(Supplied material):
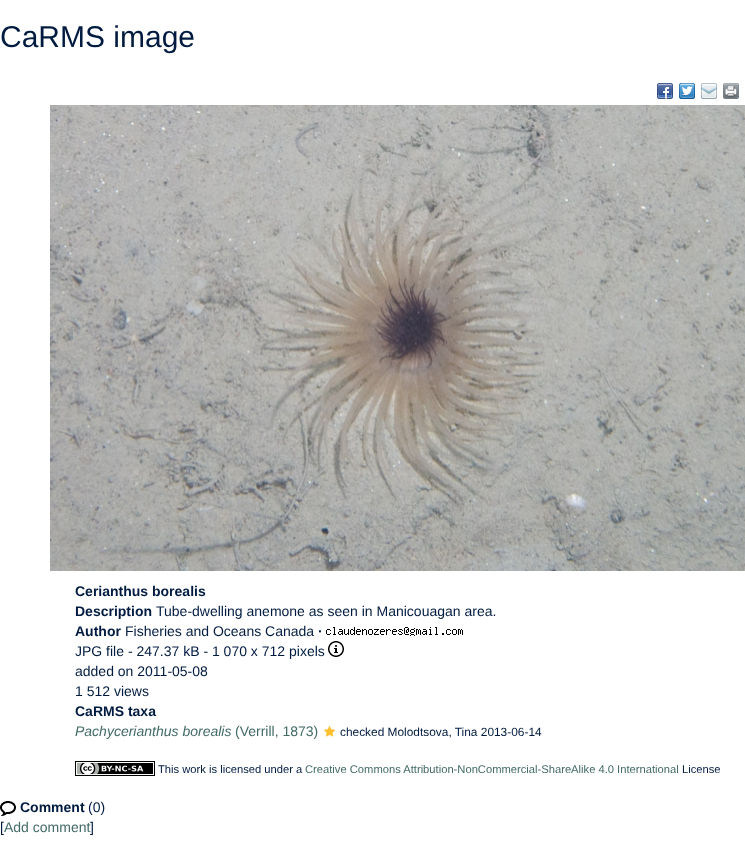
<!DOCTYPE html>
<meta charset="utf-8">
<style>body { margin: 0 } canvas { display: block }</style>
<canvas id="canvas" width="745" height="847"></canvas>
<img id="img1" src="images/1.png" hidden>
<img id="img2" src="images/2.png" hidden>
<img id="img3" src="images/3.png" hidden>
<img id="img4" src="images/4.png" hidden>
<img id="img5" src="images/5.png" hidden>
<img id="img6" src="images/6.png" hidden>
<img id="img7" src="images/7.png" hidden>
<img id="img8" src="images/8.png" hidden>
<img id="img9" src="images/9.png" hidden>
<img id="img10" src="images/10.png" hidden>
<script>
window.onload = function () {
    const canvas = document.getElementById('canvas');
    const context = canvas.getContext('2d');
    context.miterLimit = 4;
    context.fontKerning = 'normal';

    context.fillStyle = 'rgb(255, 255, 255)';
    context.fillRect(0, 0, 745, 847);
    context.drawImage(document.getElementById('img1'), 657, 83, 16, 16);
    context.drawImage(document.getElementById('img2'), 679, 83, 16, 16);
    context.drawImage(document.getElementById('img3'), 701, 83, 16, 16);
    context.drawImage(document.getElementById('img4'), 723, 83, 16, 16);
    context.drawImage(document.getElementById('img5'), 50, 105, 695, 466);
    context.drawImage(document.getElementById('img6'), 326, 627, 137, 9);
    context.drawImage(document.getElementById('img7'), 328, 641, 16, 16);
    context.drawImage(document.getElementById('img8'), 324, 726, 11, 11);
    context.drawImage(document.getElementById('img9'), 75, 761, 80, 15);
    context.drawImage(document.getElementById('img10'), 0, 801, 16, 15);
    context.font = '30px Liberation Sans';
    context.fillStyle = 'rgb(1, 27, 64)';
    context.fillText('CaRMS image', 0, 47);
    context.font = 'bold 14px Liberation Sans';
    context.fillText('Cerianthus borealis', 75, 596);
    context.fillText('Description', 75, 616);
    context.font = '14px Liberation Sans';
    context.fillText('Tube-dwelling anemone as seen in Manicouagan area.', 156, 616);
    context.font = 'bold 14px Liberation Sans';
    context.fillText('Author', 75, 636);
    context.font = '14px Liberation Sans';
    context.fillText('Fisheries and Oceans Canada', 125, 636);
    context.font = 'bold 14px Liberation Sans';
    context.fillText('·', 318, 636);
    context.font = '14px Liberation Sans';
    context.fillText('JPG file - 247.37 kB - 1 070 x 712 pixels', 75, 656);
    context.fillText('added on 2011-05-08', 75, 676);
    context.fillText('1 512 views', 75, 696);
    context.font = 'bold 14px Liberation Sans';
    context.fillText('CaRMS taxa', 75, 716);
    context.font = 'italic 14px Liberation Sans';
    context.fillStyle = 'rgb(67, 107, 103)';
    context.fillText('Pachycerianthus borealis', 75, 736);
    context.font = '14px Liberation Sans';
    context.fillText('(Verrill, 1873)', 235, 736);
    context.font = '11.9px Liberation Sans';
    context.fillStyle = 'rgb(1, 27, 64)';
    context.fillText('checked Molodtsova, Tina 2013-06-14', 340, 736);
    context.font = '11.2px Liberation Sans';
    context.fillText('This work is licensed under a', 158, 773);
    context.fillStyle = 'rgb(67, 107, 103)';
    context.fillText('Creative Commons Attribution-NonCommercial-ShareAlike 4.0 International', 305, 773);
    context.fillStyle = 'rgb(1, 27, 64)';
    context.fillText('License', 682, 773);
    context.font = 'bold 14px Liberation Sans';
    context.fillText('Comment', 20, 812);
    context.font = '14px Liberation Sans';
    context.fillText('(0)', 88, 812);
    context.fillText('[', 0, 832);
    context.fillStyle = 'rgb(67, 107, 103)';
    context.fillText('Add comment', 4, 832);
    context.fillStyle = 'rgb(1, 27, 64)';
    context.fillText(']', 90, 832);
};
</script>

==

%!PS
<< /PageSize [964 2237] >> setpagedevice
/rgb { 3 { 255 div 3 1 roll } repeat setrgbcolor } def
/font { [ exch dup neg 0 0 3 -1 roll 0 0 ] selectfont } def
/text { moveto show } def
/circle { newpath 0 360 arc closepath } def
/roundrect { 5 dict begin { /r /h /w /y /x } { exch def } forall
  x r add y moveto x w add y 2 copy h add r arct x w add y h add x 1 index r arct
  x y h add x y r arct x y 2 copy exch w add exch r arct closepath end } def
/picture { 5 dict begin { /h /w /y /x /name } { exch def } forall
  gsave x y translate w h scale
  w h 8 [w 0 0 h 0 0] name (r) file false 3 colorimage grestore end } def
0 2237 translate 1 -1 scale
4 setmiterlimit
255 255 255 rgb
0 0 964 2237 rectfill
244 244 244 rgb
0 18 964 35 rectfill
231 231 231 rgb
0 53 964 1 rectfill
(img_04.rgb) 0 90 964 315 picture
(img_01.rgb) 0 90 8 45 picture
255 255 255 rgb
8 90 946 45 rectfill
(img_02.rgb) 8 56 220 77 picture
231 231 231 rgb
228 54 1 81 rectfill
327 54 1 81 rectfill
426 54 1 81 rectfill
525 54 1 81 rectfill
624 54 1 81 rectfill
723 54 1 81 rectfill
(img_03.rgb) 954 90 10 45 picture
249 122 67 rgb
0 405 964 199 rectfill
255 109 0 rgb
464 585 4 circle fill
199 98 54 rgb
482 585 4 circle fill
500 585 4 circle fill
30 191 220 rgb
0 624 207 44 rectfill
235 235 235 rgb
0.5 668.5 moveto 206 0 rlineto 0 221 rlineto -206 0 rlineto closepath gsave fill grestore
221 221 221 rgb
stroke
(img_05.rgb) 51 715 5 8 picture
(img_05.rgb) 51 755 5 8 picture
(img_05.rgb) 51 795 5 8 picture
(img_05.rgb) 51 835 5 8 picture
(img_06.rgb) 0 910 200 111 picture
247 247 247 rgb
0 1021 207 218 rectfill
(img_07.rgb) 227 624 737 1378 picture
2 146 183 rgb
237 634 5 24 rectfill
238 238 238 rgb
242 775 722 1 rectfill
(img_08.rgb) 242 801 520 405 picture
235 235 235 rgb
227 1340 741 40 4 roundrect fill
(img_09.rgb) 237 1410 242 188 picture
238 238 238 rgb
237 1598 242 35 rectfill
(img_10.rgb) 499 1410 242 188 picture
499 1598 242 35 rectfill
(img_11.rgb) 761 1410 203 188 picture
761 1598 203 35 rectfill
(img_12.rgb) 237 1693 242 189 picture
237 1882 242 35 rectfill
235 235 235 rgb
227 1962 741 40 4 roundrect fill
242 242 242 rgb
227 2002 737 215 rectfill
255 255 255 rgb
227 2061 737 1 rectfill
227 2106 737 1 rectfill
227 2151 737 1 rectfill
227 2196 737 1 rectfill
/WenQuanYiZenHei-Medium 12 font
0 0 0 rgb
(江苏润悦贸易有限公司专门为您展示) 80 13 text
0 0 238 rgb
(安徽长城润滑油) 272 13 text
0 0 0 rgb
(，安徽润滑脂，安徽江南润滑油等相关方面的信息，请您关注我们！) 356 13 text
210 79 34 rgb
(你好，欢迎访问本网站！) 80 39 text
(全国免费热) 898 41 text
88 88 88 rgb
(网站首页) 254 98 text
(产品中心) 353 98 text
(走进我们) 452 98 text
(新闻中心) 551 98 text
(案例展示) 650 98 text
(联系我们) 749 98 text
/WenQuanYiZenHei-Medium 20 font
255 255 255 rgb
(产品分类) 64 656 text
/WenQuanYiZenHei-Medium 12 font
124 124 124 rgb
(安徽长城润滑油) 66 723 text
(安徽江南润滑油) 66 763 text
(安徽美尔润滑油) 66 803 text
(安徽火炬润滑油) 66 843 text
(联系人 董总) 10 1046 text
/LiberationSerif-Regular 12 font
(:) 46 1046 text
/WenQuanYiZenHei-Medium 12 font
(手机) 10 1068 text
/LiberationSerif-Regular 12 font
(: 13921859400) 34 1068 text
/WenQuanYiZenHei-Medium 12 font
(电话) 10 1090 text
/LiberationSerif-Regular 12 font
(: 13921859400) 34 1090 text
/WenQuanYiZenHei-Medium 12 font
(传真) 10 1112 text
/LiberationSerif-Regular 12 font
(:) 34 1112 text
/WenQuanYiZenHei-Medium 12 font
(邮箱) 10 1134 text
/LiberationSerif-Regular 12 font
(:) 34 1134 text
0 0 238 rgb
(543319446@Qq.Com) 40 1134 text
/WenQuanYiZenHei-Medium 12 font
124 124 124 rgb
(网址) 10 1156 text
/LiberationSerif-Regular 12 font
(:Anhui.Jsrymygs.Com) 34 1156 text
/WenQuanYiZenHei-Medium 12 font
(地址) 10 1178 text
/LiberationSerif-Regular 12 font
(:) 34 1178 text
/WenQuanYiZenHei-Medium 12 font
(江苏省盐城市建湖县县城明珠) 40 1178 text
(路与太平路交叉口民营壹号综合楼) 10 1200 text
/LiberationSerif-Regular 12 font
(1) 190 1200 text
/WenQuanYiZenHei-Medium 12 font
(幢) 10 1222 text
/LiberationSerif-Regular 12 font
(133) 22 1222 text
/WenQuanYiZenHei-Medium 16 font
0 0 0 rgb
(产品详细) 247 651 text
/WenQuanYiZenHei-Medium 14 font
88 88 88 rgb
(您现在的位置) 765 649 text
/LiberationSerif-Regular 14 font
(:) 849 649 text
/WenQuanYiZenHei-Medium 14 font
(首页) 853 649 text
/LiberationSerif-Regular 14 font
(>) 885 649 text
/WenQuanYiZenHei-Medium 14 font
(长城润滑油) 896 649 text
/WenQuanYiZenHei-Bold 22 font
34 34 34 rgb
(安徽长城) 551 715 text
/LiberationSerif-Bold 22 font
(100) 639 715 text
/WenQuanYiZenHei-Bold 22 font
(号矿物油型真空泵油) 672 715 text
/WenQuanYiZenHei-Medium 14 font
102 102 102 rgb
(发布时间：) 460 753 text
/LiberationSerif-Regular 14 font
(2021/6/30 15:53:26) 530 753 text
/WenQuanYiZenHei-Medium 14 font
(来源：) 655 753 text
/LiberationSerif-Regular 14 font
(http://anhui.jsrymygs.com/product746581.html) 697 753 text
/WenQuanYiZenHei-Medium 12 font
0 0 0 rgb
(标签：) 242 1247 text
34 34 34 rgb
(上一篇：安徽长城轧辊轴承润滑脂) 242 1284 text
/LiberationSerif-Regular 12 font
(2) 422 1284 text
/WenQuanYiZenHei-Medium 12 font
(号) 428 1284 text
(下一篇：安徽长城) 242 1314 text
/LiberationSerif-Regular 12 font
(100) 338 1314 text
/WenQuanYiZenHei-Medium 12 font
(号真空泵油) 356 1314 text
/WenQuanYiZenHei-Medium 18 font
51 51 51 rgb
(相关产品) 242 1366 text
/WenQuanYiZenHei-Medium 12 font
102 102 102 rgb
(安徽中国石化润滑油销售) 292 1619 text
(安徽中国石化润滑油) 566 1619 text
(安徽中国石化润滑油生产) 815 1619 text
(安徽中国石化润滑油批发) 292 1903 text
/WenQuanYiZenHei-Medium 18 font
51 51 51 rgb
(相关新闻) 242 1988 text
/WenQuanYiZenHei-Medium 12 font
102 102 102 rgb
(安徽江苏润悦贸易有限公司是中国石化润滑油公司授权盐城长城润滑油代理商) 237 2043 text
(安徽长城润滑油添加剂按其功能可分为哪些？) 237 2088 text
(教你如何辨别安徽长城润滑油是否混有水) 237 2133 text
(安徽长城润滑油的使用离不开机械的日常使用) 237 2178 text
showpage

...

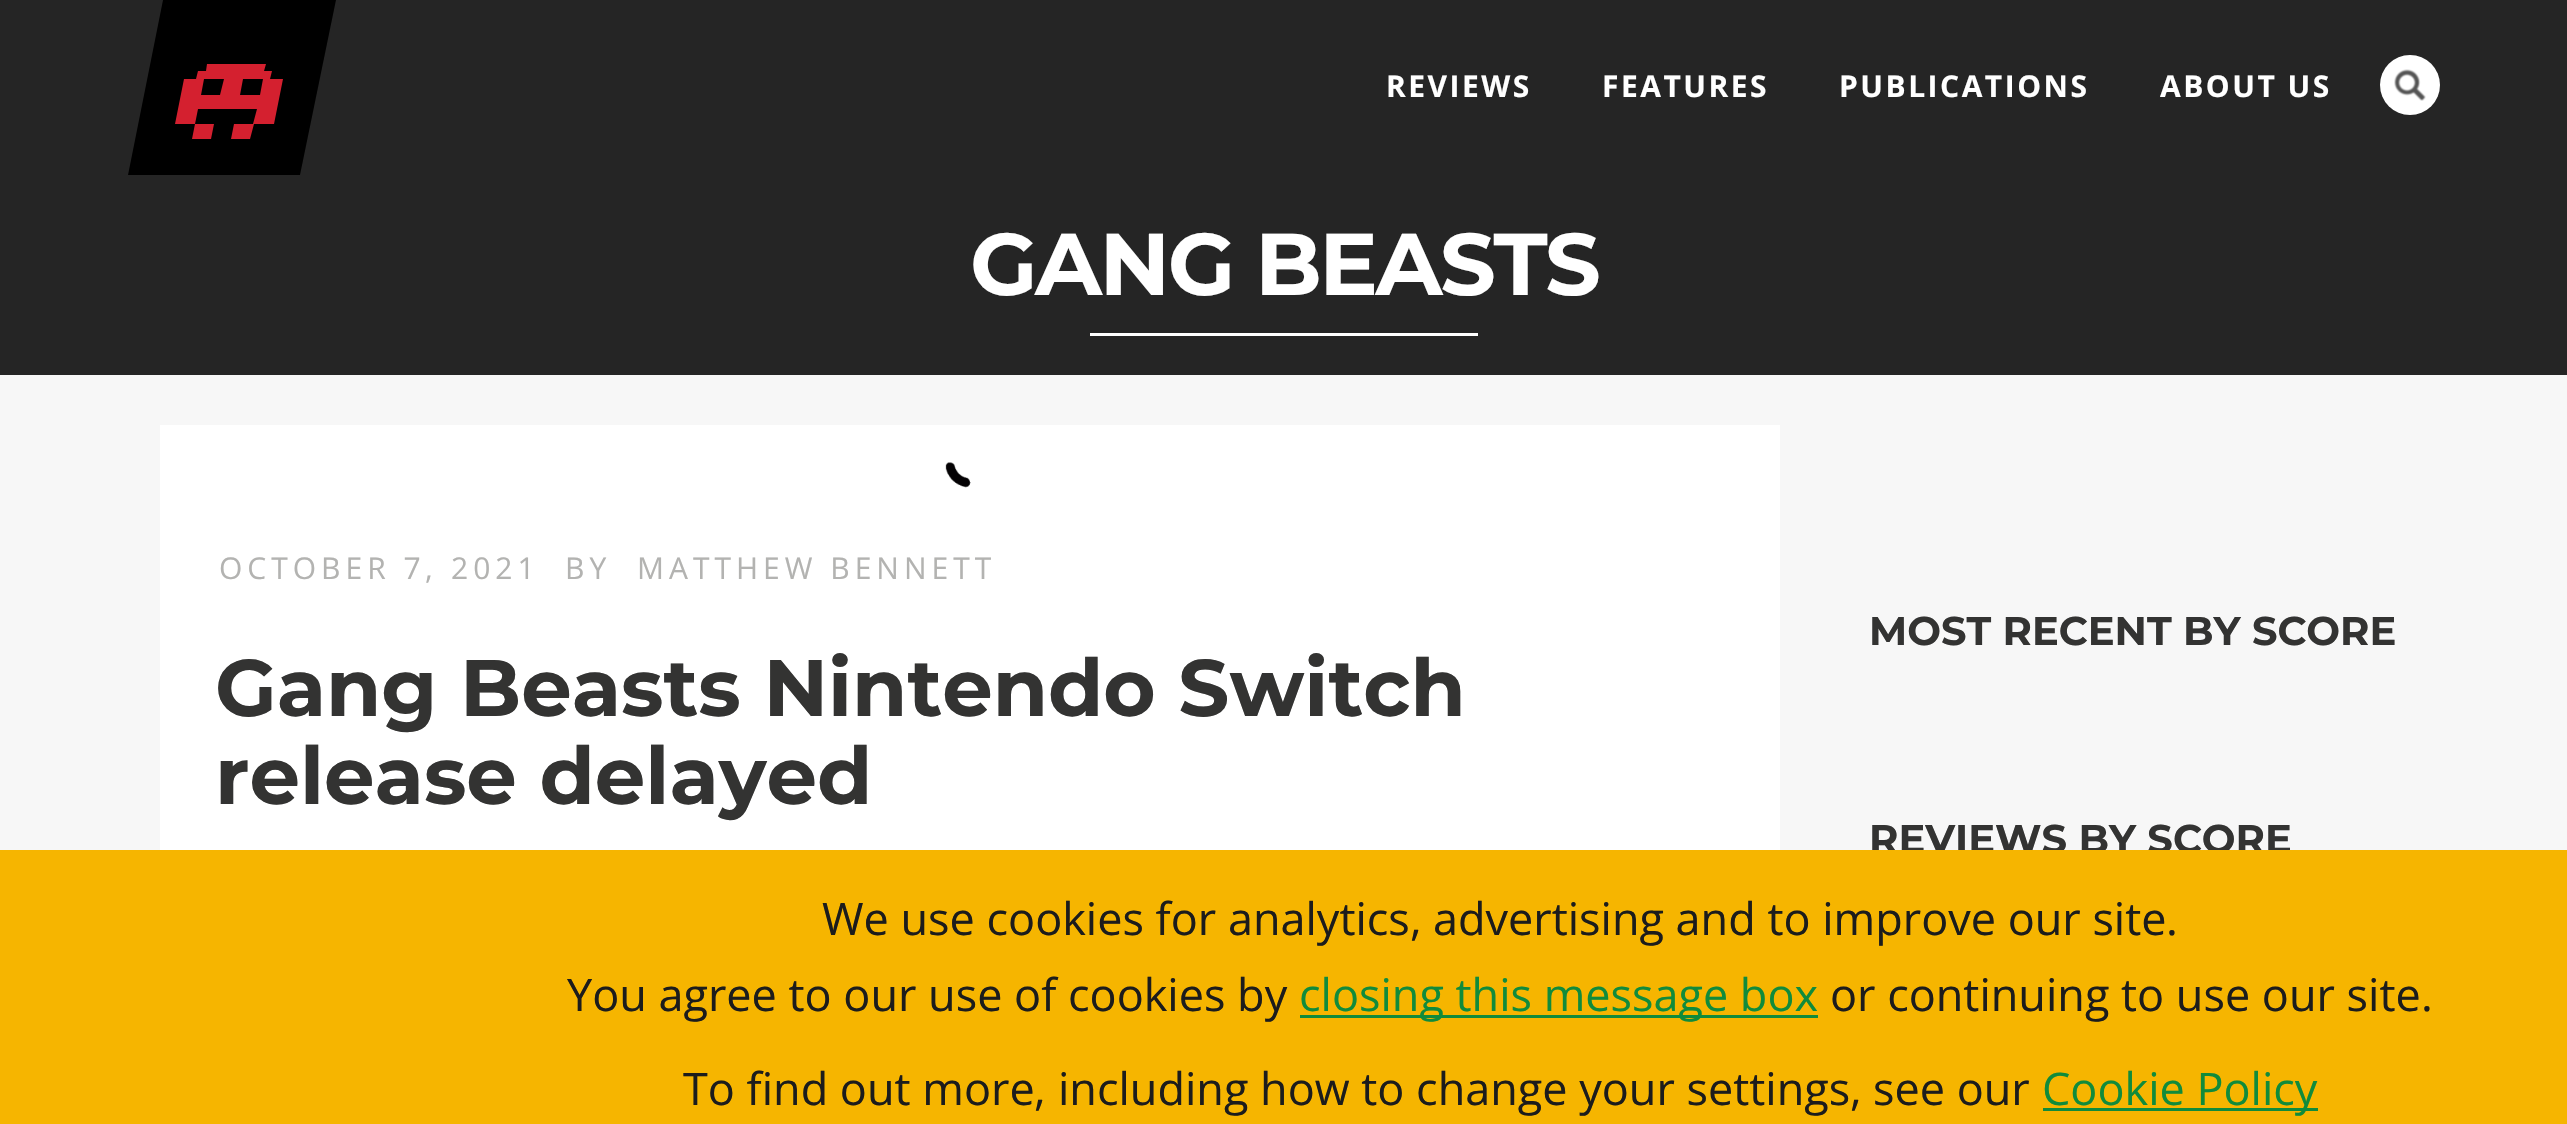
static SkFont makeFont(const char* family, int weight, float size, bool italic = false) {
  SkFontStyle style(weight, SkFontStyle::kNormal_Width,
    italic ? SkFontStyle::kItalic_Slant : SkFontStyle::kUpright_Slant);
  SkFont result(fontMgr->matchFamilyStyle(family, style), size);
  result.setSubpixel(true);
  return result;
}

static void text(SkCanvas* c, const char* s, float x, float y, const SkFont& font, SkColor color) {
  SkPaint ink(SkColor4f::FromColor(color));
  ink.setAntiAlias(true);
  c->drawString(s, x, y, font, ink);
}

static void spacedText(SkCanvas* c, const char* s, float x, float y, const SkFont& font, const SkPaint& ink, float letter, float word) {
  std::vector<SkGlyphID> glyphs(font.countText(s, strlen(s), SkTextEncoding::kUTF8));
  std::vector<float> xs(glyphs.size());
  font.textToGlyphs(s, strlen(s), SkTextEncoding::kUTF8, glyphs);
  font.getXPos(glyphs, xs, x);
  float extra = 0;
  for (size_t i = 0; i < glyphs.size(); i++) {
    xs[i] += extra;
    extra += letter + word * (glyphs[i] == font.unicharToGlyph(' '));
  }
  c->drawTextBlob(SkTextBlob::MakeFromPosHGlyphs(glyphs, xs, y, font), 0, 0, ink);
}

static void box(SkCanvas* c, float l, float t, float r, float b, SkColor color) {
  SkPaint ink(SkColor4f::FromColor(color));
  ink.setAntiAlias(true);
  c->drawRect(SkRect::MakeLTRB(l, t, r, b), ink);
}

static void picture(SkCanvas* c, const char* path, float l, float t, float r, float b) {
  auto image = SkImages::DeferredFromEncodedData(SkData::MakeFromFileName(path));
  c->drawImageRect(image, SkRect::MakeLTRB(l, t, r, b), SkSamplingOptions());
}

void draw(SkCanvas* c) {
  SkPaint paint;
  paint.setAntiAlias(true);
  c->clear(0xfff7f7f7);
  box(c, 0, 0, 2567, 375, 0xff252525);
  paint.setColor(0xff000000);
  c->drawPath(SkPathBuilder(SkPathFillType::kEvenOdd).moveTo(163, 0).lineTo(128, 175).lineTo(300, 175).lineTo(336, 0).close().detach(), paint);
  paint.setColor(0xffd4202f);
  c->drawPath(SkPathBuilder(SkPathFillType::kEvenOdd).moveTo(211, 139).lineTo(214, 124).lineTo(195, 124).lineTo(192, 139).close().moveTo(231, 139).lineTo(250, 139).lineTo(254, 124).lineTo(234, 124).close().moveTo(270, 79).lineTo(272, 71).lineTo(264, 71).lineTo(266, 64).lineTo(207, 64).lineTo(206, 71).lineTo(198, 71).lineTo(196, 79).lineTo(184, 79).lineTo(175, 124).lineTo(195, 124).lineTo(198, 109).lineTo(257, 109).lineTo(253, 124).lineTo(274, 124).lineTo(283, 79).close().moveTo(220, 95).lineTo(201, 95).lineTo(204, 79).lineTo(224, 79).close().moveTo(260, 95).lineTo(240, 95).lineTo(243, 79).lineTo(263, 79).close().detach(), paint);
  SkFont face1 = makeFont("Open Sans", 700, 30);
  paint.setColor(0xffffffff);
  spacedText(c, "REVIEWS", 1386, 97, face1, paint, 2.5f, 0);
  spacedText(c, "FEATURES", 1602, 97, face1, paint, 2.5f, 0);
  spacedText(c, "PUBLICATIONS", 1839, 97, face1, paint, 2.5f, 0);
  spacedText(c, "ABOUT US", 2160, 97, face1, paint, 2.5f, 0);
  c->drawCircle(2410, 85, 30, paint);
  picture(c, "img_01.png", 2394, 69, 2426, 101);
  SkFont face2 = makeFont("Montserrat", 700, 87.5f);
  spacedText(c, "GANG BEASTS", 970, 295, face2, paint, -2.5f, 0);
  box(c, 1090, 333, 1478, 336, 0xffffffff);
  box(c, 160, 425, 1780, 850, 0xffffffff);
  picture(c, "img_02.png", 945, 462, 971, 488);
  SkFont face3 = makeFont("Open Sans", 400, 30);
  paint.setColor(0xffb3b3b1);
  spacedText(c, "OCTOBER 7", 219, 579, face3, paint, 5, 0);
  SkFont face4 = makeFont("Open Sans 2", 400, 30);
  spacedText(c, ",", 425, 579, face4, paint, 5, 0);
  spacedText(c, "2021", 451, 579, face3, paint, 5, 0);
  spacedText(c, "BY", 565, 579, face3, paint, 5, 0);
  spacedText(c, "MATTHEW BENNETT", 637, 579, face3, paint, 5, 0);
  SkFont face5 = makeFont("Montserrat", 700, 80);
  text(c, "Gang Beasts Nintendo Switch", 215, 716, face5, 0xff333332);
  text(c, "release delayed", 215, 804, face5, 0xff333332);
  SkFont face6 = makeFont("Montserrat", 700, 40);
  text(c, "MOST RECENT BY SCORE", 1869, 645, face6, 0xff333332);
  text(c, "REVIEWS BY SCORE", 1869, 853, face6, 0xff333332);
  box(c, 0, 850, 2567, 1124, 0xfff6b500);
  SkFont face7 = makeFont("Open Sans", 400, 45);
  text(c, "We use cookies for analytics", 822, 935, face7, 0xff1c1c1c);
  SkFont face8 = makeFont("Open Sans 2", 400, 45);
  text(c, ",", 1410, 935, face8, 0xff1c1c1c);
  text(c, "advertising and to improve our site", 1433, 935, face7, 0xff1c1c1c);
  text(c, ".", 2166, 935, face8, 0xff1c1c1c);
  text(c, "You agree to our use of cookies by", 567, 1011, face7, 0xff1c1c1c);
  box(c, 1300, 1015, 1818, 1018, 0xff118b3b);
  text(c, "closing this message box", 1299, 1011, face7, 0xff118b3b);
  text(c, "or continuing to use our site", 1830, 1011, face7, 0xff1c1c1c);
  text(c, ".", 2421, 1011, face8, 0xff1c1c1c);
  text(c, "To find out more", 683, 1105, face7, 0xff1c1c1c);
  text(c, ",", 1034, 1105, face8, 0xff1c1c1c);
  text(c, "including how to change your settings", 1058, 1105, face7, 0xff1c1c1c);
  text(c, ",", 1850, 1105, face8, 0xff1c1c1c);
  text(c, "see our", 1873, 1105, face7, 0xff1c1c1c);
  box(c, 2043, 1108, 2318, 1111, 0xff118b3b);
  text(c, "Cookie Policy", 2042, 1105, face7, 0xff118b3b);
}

(About this exercise): Look above for the line holding "w h 8 [w 0 0" and the line holding "0 2237 translate 1 -1 scale". Retype both, and every line between them, word for word and nothing else.

(Response to this task):
  w h 8 [w 0 0 h 0 0] name (r) file false 3 colorimage grestore end } def
0 2237 translate 1 -1 scale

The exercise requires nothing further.